Diese Sorge ist verständlich, entspricht aber häufig nicht der Realität.
Die gesetzlichen Krankenkassen beteiligen sich an den Kosten einer medizinisch notwendigen Hörgeräteversorgung.
Es stehen außerdem moderne, zuzahlungsfreie Geräte zur Verfügung, die bereits eine erstaunlich gute Hörqualität bieten.
Entscheidet man sich für zusätzliche Komfortfunktionen oder besonders hochwertige Technik, können Eigenanteile entstehen.
Diese unterscheiden sich je nach Hersteller und Modell erheblich.
Lassen Sie sich deshalb niemals allein vom Preis leiten.
Ein gut angepasstes Hörgerät der Mittelklasse kann im Alltag wesentlich mehr Freude bereiten als ein teures Spitzenmodell, dessen Möglichkeiten gar nicht genutzt werden.
Fazit
Die Frage, ob ein oder zwei Hörgeräte sinnvoll sind, lässt sich nicht pauschal beantworten.
Entscheidend sind immer das individuelle Hörvermögen, die persönlichen Lebensumstände und die Ergebnisse einer sorgfältigen Höranalyse.
In den meisten Fällen profitieren Menschen mit einer beidseitigen Hörminderung deutlich von zwei Hörgeräten. Das Richtungshören verbessert sich, Gespräche werden entspannter und das Gehirn muss sich erheblich weniger anstrengen.
Liegt dagegen eine echte einseitige Taubheit vor, stehen mit CROS-, BiCROS-Systemen oder – in geeigneten Fällen – einem Cochlea-Implantat moderne Lösungen zur Verfügung, die den Alltag spürbar erleichtern können.
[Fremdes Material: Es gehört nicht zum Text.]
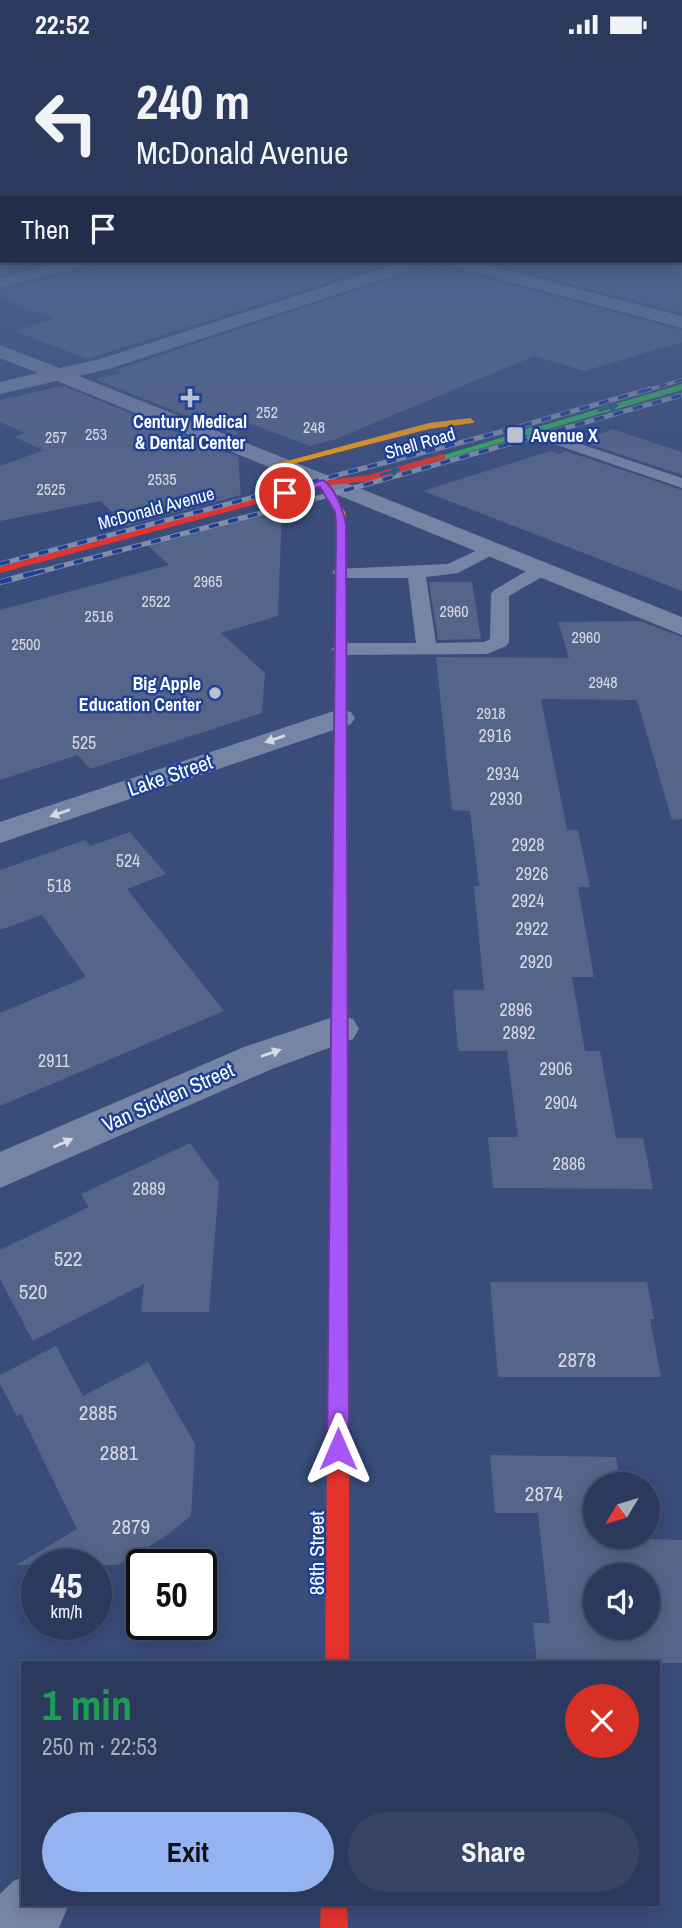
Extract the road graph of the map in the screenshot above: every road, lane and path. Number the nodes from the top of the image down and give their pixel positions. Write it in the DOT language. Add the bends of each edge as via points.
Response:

Der wichtigste Rat lautet deshalb:
Lassen Sie sich nicht vorschnell für oder gegen ein bestimmtes Hörsystem entscheiden. Nutzen Sie die Möglichkeit des Probetragens, schildern Sie Ihrem Hörakustiker möglichst genau Ihre alltäglichen Hörprobleme und geben Sie Ihrem Gehirn genügend Zeit, sich an die neue Hörwelt zu gewöhnen.
Ein gut angepasstes Hörgerät verbessert nicht nur das Hören – es erleichtert Kommunikation, steigert die Lebensqualität und hilft dabei, aktiv am gesellschaftlichen Leben teilzunehmen.